Few clients realise that the email marketing practises of their advertising agencies and other marketing firms could adversely affect the reputation of their domains.
Just as the corporate entity itself has a reputation within the greater community in which it does business, so its domain name also has an online reputation within cyberspace. Significantly for organisations wishing to reap the benefits of the spectacular investment returns offered by email marketing, a domain’s reputation influences the delivery success of email marketing messages.
“Every company’s domain name has a reputation that embodies how customers feel about receiving email from that organisation. Email marketing is low risk and provides rewards of up to 48 times the initial investment, providing it is done correctly,” said Greg Phillips, Managing Director of TouchBasePro. The five year-old firm can either provide clients with the tools to create their own email and SMS marketing campaigns or it can execute campaigns on behalf of clients from conceptualisation right through to reporting.
If emails with your brand are annoying current or potential customers to the point where they don’t want to hear from you, it means your email marketing efforts will suffer from a high proportion of unsubscribe requests and complaints about you directed to the recipient’s Internet Service Provider (ISP).
Anti-spam systems will also begin blacklisting any emails coming from your domain name. All of this will ultimately serve to damage the domain name’s reputation while increasing the amount of undelivered bounce-backs. The results could adversely impact the firm’s bottom line as ISPs increase their hosting charges to compensate for the increased risk of doing business with an email marketer with a dodgy online reputation.
“The worst sin of an email marketer is to send people things they perceive as junk, commented Mr Phillips. He explained that a number of factors can cause this perception. These include sending a very large amount of email intermittently, the inability of the message sender to transmit high-quality bulk messages with images embedded as well as a high proportion of recipients in general flagging mails as spam.
In addition, a poor email address collection system can be devastating to the email marketer as it hits spam traps designed to sniff out email marketers that randomly collect addresses off the Internet without any prior business relationship existing between recipient and sender.
The solution to the above is quite simple. “Marketers only have to follow good email marketing practices to protect domain reputation,” said Mr Phillips. Marketers that are already using an external bulk email provider should ask their supplier the following:
· What is their anti-spam policy and how do they enforce it?
· What is their relationship with their ISP?
· What happens to the bounce backs received by their email infrastructure?
· Are they able to embed images in their bulk emails because spammers are usually identifiable by their inability to do so?
· To what extent is their database administration automated? This is important because you need to know what happens when someone clicks ‘unsubscribe’, for example. Also, what happens after three to five failed deliveries? The client is wasting money and harming its reputation by ‘emailing the dead’, so to speak.
Generally, whether a client’s email marketing is outsourced or not, the following basic principles apply when it comes to domain-friendly email marketing:
· Be consistent in your email marketing efforts because it looks suspicious to anti-spam systems when massive, once-off campaigns take place (be consistent).
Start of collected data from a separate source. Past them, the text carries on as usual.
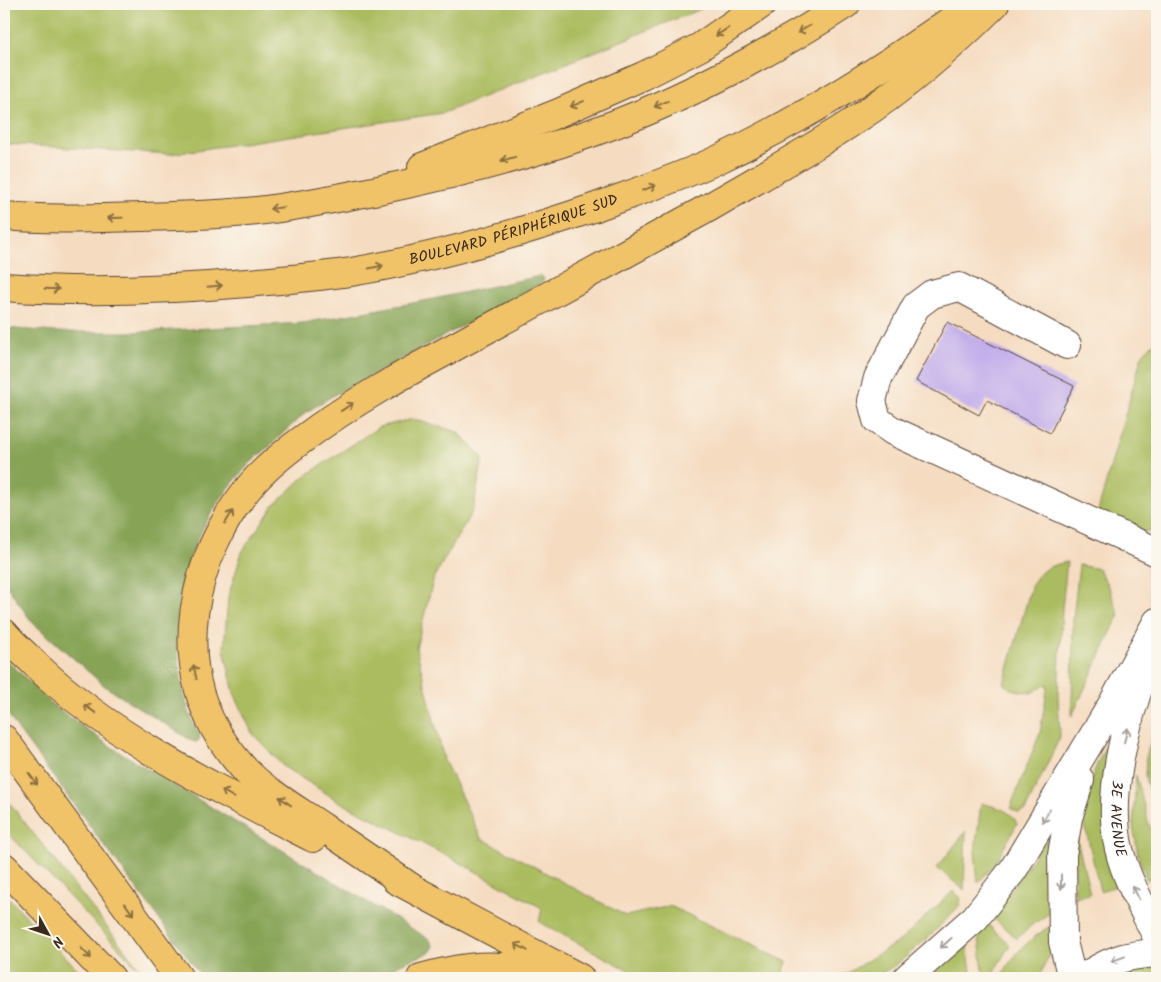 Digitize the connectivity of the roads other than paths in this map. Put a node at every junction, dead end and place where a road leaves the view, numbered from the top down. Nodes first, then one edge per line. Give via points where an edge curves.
1 (762, 4) edge
2 (846, 4) edge
3 (974, 4) edge
4 (995, 4) edge
5 (326, 201) junction
6 (4, 216) edge
7 (4, 287) edge
8 (1067, 345) dead end
9 (1157, 552) edge
10 (1157, 622) edge
11 (4, 633) edge
12 (1157, 638) edge
13 (1113, 703) junction
14 (4, 739) edge
15 (4, 867) edge
16 (412, 888) junction
17 (1157, 937) edge
18 (1157, 953) edge
19 (111, 978) edge
20 (179, 978) edge
21 (421, 978) edge
22 (559, 978) edge
23 (580, 978) edge
24 (907, 978) edge
25 (1072, 978) edge
26 (1083, 978) edge

1 -> 5 main road via 700,46 644,76 474,147
2 -> 5 main road via 696,89 619,122 540,151 448,176
7 -> 3 main road, BOULEVARD PÉRIPHÉRIQUE SUD via 169,290 270,281 351,272 503,237 649,188 716,160 851,87
16 -> 4 main road via 245,770 222,740 204,707 193,667 192,626 199,585 212,548 229,516 251,485 282,454 348,406 606,266 855,120 904,85
5 -> 6 main road via 186,216
8 - 9 street via 959,287 932,294 916,306 878,378 872,400 877,420 893,431
10 - 13 street
16 -> 11 main road via 239,800 129,736 48,676
17 -> 12 street, 3E AVENUE via 1119,849 1115,808 1121,752 1140,682
13 -> 24 street via 1013,870 975,918
13 -> 25 street via 1082,772 1068,818 1062,855 1063,942
14 -> 20 main road
15 -> 19 main road
23 -> 16 main road
18 -> 26 street via 1132,954 1100,965
21 - 22 main road via 468,967 494,966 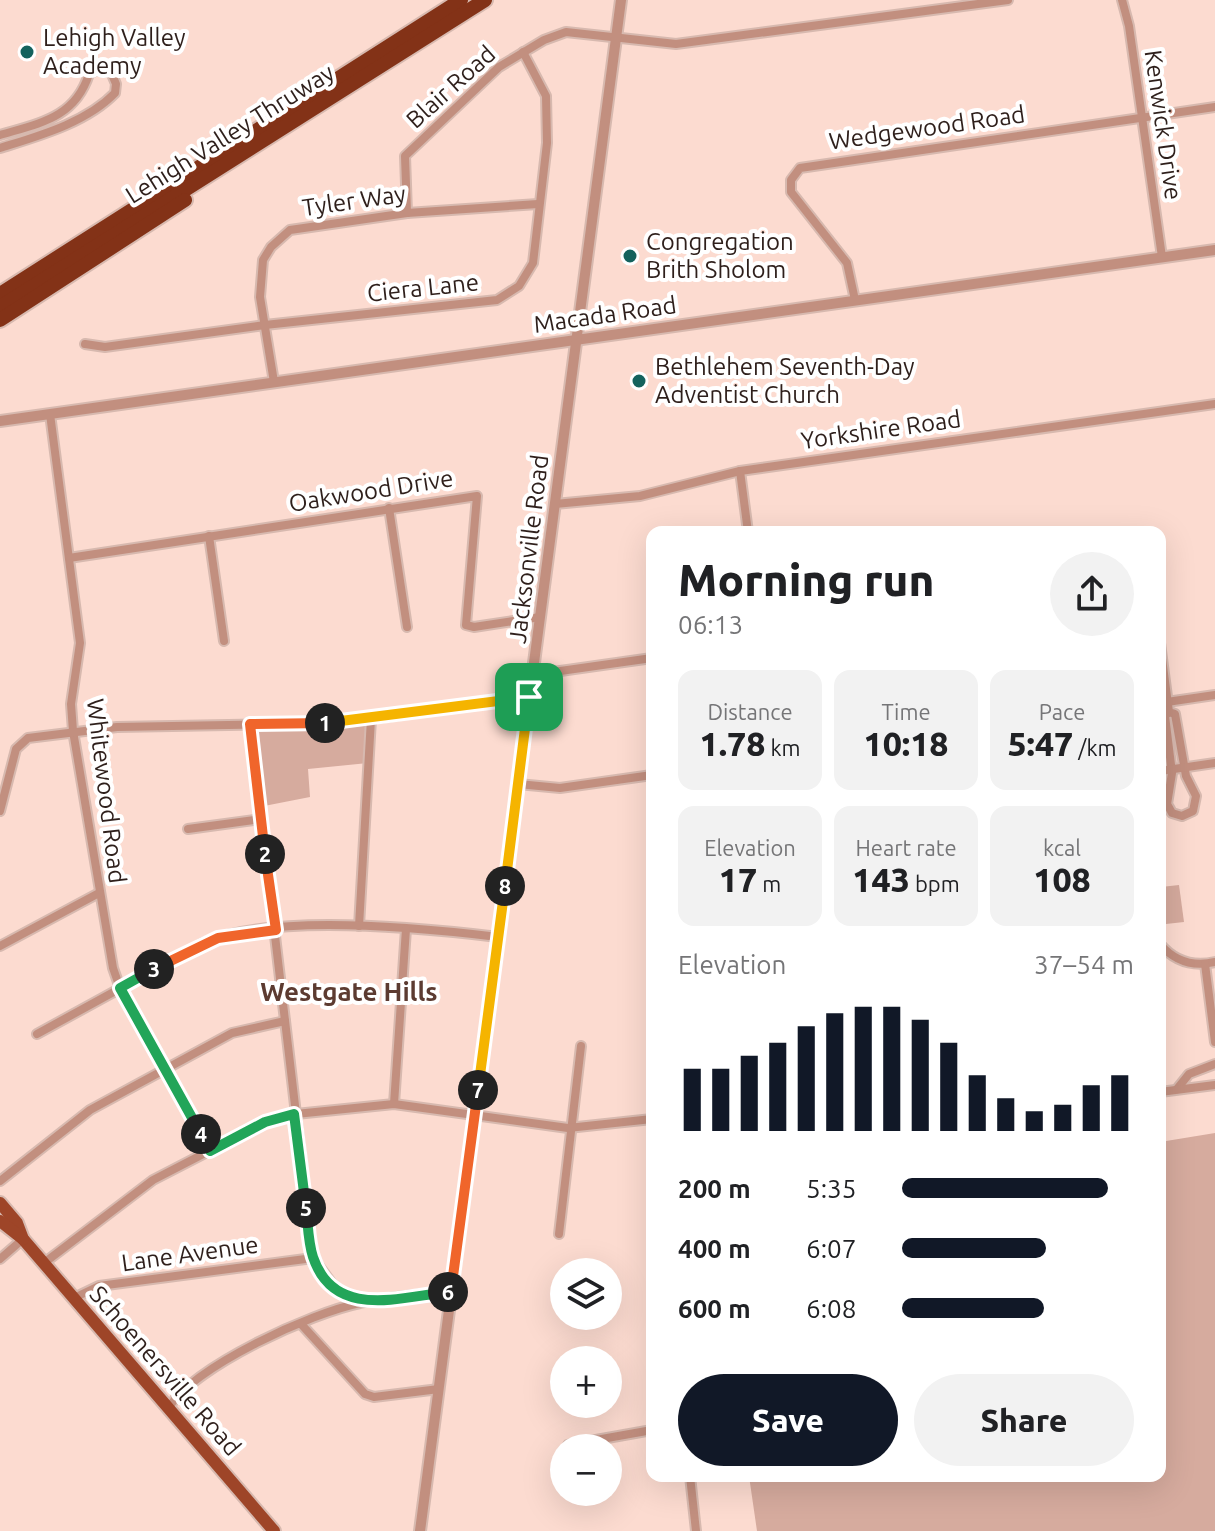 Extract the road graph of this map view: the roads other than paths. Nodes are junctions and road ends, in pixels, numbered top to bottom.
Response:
1 (461, 0) edge
2 (485, 0) edge
3 (621, 0) edge
4 (1008, 0) edge
5 (1122, 0) edge
6 (945, 4) edge
7 (616, 38) junction
8 (523, 52) junction
9 (363, 76) junction
10 (1215, 107) edge
11 (1141, 118) junction
12 (0, 135) edge
13 (0, 148) edge
14 (538, 204) junction
15 (407, 213) junction
16 (1215, 250) edge
17 (1162, 257) junction
18 (0, 294) edge
19 (855, 300) junction
20 (0, 307) edge
21 (0, 320) edge
22 (265, 325) junction
23 (577, 338) junction
24 (85, 344) dead end
25 (274, 382) junction
26 (1215, 404) edge
27 (50, 414) junction
28 (0, 421) edge
29 (740, 471) junction
30 (555, 504) junction
31 (389, 508) junction
32 (747, 526) edge
33 (209, 536) junction
34 (69, 558) junction
35 (540, 617) junction
36 (407, 627) dead end
37 (224, 641) dead end
38 (646, 659) edge
39 (532, 675) junction
40 (1215, 695) edge
41 (529, 697) junction
42 (1166, 702) edge
43 (1166, 706) edge
44 (1169, 712) junction
45 (1166, 715) edge
46 (371, 719) junction
47 (250, 724) junction
48 (1166, 725) edge
49 (73, 731) junction
50 (1215, 763) edge
51 (1184, 768) junction
52 (1171, 769) junction
53 (1166, 770) edge
54 (646, 776) edge
55 (518, 784) junction
56 (0, 811) edge
57 (261, 819) junction
58 (188, 829) dead end
59 (99, 893) junction
60 (359, 926) junction
61 (406, 929) junction
62 (276, 930) junction
63 (498, 937) junction
64 (0, 946) edge
65 (1166, 949) edge
66 (1215, 962) edge
67 (1205, 964) junction
68 (120, 988) junction
69 (285, 1021) junction
70 (37, 1034) dead end
71 (1215, 1042) edge
72 (581, 1046) dead end
73 (1215, 1064) edge
74 (165, 1069) junction
75 (1215, 1085) edge
76 (1177, 1089) junction
77 (1166, 1091) edge
78 (394, 1104) junction
79 (294, 1114) junction
80 (475, 1116) junction
81 (646, 1120) edge
82 (573, 1129) junction
83 (210, 1151) junction
84 (0, 1181) edge
85 (0, 1203) edge
86 (0, 1221) edge
87 (559, 1234) dead end
88 (23, 1239) junction
89 (313, 1258) junction
90 (0, 1259) edge
91 (44, 1263) junction
92 (451, 1291) junction
93 (74, 1298) junction
94 (362, 1302) junction
95 (301, 1324) junction
96 (439, 1389) junction
97 (169, 1407) junction
98 (646, 1431) edge
99 (622, 1435) edge
100 (691, 1482) edge
101 (274, 1531) edge
102 (420, 1531) edge
103 (696, 1531) edge

1 - 18 highway, Lehigh Valley Thruway
2 - 9 highway, Lehigh Valley Thruway
3 - 7 street, Jacksonville Road
4 - 6 street, Blair Road
5 - 11 street, Kenwick Drive
6 - 7 street, Blair Road
7 - 8 street, Blair Road
7 - 23 street, Jacksonville Road
8 - 14 street, Ciera Lane
8 - 15 street, Blair Road
9 - 20 highway, Lehigh Valley Thruway
9 - 21 highway
10 - 11 street, Wedgewood Road
11 - 17 street, Kenwick Drive
11 - 19 street, Wedgewood Road
12 - 13 street
14 - 15 street, Tyler Way
14 - 22 street, Ciera Lane
15 - 22 street, Tyler Way
16 - 17 street, Macada Road
17 - 19 street, Macada Road
19 - 23 street, Macada Road
22 - 24 street, Ciera Lane
22 - 25 street, Tyler Way
23 - 25 street, Macada Road
23 - 30 street, Jacksonville Road
25 - 27 street, Macada Road
26 - 29 street, Yorkshire Road
27 - 28 street, Macada Road
27 - 34 street, Whitewood Road
29 - 30 street, Yorkshire Road
29 - 32 street
30 - 35 street, Jacksonville Road
31 - 33 street, Oakwood Drive
31 - 35 street, Oakwood Drive
31 - 36 street
33 - 34 street, Oakwood Drive
33 - 37 street
34 - 49 street, Whitewood Road
35 - 39 street, Jacksonville Road
38 - 39 street
39 - 41 street, Jacksonville Road
40 - 42 street
41 - 46 street
41 - 55 street, Jacksonville Road
43 - 44 street
44 - 45 street
44 - 51 street
46 - 47 street
46 - 60 street
47 - 49 street
47 - 57 street
48 - 52 street
49 - 56 street
49 - 59 street, Whitewood Road
50 - 51 street
51 - 52 street
51 - 52 street
52 - 53 street
54 - 55 street
55 - 63 street, Jacksonville Road
57 - 58 street
57 - 62 street
59 - 64 street
59 - 68 street, Whitewood Road
60 - 61 street
60 - 62 street
61 - 63 street
61 - 78 street
62 - 68 street
62 - 69 street
63 - 80 street, Jacksonville Road
65 - 67 street
66 - 67 street
67 - 71 street
68 - 70 street
68 - 74 street, Whitewood Road
69 - 74 street
69 - 79 street
72 - 82 street
73 - 76 street
74 - 83 street, Whitewood Road
74 - 84 street
75 - 76 street
76 - 77 street
78 - 79 street
78 - 80 street
79 - 83 street
79 - 89 street
80 - 82 street
80 - 92 street, Jacksonville Road
81 - 82 street
82 - 87 street
83 - 91 street
85 - 88 main road, Schoenersville Road
86 - 88 main road, Schoenersville Road
88 - 90 street
88 - 91 main road, Schoenersville Road
89 - 93 street, Lane Avenue
89 - 94 street
91 - 93 main road, Schoenersville Road
92 - 94 street
92 - 96 street, Jacksonville Road
93 - 97 main road, Schoenersville Road
94 - 95 street
95 - 96 street
95 - 97 street
96 - 102 street, Jacksonville Road
97 - 101 main road, Schoenersville Road
98 - 99 street
100 - 103 street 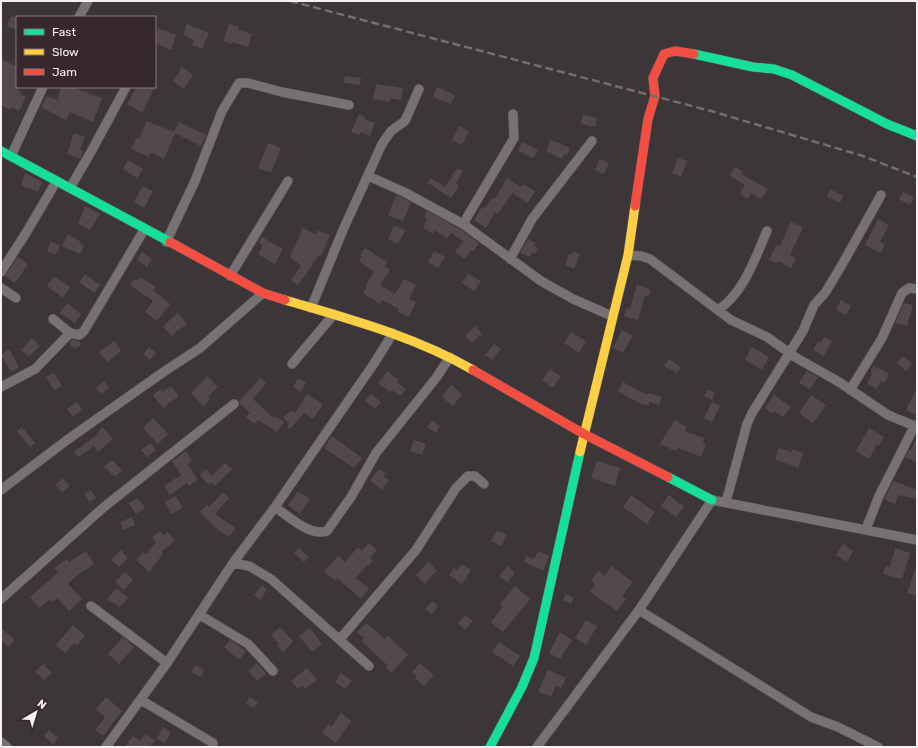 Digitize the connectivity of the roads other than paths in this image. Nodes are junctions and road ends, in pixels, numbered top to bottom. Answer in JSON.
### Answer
{"nodes":[{"id":1,"x":88,"y":1,"type":"edge"},
{"id":2,"x":80,"y":16,"type":"edge"},
{"id":3,"x":43,"y":88,"type":"edge"},
{"id":4,"x":125,"y":88,"type":"edge"},
{"id":5,"x":419,"y":89,"type":"dead end"},
{"id":6,"x":348,"y":105,"type":"dead end"},
{"id":7,"x":513,"y":114,"type":"dead end"},
{"id":8,"x":917,"y":136,"type":"edge"},
{"id":9,"x":592,"y":141,"type":"dead end"},
{"id":10,"x":1,"y":151,"type":"edge"},
{"id":11,"x":10,"y":156,"type":"junction"},
{"id":12,"x":368,"y":176,"type":"junction"},
{"id":13,"x":288,"y":181,"type":"dead end"},
{"id":14,"x":56,"y":182,"type":"junction"},
{"id":15,"x":70,"y":188,"type":"junction"},
{"id":16,"x":881,"y":194,"type":"dead end"},
{"id":17,"x":463,"y":224,"type":"junction"},
{"id":18,"x":144,"y":230,"type":"junction"},
{"id":19,"x":767,"y":231,"type":"dead end"},
{"id":20,"x":166,"y":242,"type":"junction"},
{"id":21,"x":628,"y":255,"type":"junction"},
{"id":22,"x":510,"y":259,"type":"junction"},
{"id":23,"x":1,"y":272,"type":"edge"},
{"id":24,"x":230,"y":276,"type":"junction"},
{"id":25,"x":1,"y":288,"type":"edge"},
{"id":26,"x":917,"y":289,"type":"edge"},
{"id":27,"x":263,"y":293,"type":"junction"},
{"id":28,"x":16,"y":298,"type":"dead end"},
{"id":29,"x":311,"y":308,"type":"junction"},
{"id":30,"x":718,"y":310,"type":"junction"},
{"id":31,"x":334,"y":314,"type":"junction"},
{"id":32,"x":612,"y":316,"type":"junction"},
{"id":33,"x":54,"y":319,"type":"dead end"},
{"id":34,"x":70,"y":333,"type":"junction"},
{"id":35,"x":393,"y":333,"type":"junction"},
{"id":36,"x":789,"y":352,"type":"junction"},
{"id":37,"x":450,"y":357,"type":"junction"},
{"id":38,"x":292,"y":364,"type":"dead end"},
{"id":39,"x":1,"y":388,"type":"edge"},
{"id":40,"x":850,"y":390,"type":"junction"},
{"id":41,"x":234,"y":404,"type":"dead end"},
{"id":42,"x":916,"y":426,"type":"edge"},
{"id":43,"x":584,"y":434,"type":"junction"},
{"id":44,"x":484,"y":484,"type":"dead end"},
{"id":45,"x":1,"y":490,"type":"edge"},
{"id":46,"x":712,"y":500,"type":"junction"},
{"id":47,"x":726,"y":502,"type":"junction"},
{"id":48,"x":275,"y":507,"type":"junction"},
{"id":49,"x":866,"y":529,"type":"junction"},
{"id":50,"x":917,"y":540,"type":"edge"},
{"id":51,"x":233,"y":563,"type":"junction"},
{"id":52,"x":1,"y":599,"type":"edge"},
{"id":53,"x":91,"y":606,"type":"dead end"},
{"id":54,"x":639,"y":610,"type":"junction"},
{"id":55,"x":200,"y":615,"type":"junction"},
{"id":56,"x":340,"y":639,"type":"junction"},
{"id":57,"x":167,"y":663,"type":"junction"},
{"id":58,"x":369,"y":666,"type":"dead end"},
{"id":59,"x":273,"y":671,"type":"dead end"},
{"id":60,"x":141,"y":700,"type":"junction"},
{"id":61,"x":1,"y":742,"type":"edge"},
{"id":62,"x":214,"y":743,"type":"dead end"},
{"id":63,"x":7,"y":747,"type":"edge"},
{"id":64,"x":106,"y":747,"type":"edge"},
{"id":65,"x":490,"y":747,"type":"edge"},
{"id":66,"x":537,"y":747,"type":"edge"},
{"id":67,"x":878,"y":747,"type":"edge"}],
"edges":[{"from":1,"to":2,"type":"street"},
{"from":3,"to":11,"type":"street"},
{"from":4,"to":15,"type":"street"},
{"from":5,"to":12,"type":"street"},
{"from":6,"to":20,"type":"street"},
{"from":7,"to":17,"type":"street"},
{"from":8,"to":21,"type":"street"},
{"from":9,"to":22,"type":"street"},
{"from":10,"to":11,"type":"street"},
{"from":11,"to":14,"type":"street"},
{"from":12,"to":17,"type":"street"},
{"from":12,"to":29,"type":"street"},
{"from":13,"to":24,"type":"street"},
{"from":14,"to":15,"type":"street"},
{"from":14,"to":23,"type":"street"},
{"from":15,"to":18,"type":"street"},
{"from":16,"to":36,"type":"street"},
{"from":17,"to":22,"type":"street"},
{"from":18,"to":20,"type":"street"},
{"from":18,"to":34,"type":"street"},
{"from":19,"to":30,"type":"street"},
{"from":20,"to":24,"type":"street"},
{"from":21,"to":30,"type":"street"},
{"from":21,"to":32,"type":"street"},
{"from":22,"to":32,"type":"street"},
{"from":24,"to":27,"type":"street"},
{"from":25,"to":28,"type":"street"},
{"from":26,"to":40,"type":"street"},
{"from":27,"to":29,"type":"street"},
{"from":27,"to":45,"type":"street"},
{"from":29,"to":31,"type":"street"},
{"from":30,"to":36,"type":"street"},
{"from":31,"to":35,"type":"street"},
{"from":31,"to":38,"type":"street"},
{"from":32,"to":43,"type":"street"},
{"from":33,"to":34,"type":"street"},
{"from":34,"to":39,"type":"street"},
{"from":35,"to":37,"type":"street"},
{"from":35,"to":48,"type":"street"},
{"from":36,"to":40,"type":"street"},
{"from":36,"to":47,"type":"street"},
{"from":37,"to":43,"type":"street"},
{"from":37,"to":48,"type":"street"},
{"from":40,"to":42,"type":"street"},
{"from":41,"to":52,"type":"street"},
{"from":42,"to":49,"type":"street"},
{"from":43,"to":46,"type":"street"},
{"from":43,"to":65,"type":"street"},
{"from":44,"to":56,"type":"street"},
{"from":46,"to":47,"type":"street"},
{"from":46,"to":54,"type":"street"},
{"from":47,"to":49,"type":"street"},
{"from":48,"to":51,"type":"street"},
{"from":49,"to":50,"type":"street"},
{"from":51,"to":55,"type":"street"},
{"from":51,"to":56,"type":"street"},
{"from":53,"to":57,"type":"street"},
{"from":54,"to":66,"type":"street"},
{"from":54,"to":67,"type":"street"},
{"from":55,"to":57,"type":"street"},
{"from":55,"to":59,"type":"street"},
{"from":56,"to":58,"type":"street"},
{"from":57,"to":60,"type":"street"},
{"from":60,"to":62,"type":"street"},
{"from":60,"to":64,"type":"street"},
{"from":61,"to":63,"type":"street"}]}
· Ensure non-delivery reports actually go somewhere to be properly taken care of.
· Ensure you are compiling customer email addresses from reputable sources.
· Ensure you have a privacy policy somewhere visible on your homepage where customers can determine where you got their email address, etc.
· Maintain your database well so that you are able to determine what content people like which will in turn feedback into your campaign efforts.
· Control frequency so you don’t speak to customers too often.
· Send relevant and personalised information to customers and don’t employ a ‘one size fits all’ approach.
· Regularly re-confirm subscriber details.
For errant email marketers, the light at the end of the tunnel is that once a domain’s reputation has been damaged it can be restored.
“When it comes to the anti-spam systems that blacklist domains, a company’s delisting request can take as long as 30 days which is a long time to be suffering a damaged reputation. Generally, the sooner you get your house in order, the sooner you will be removed from a blacklist. Reputation is restored by consistently following good email marketing practices which increase the deliverability of your messages,” concluded Mr Phillips.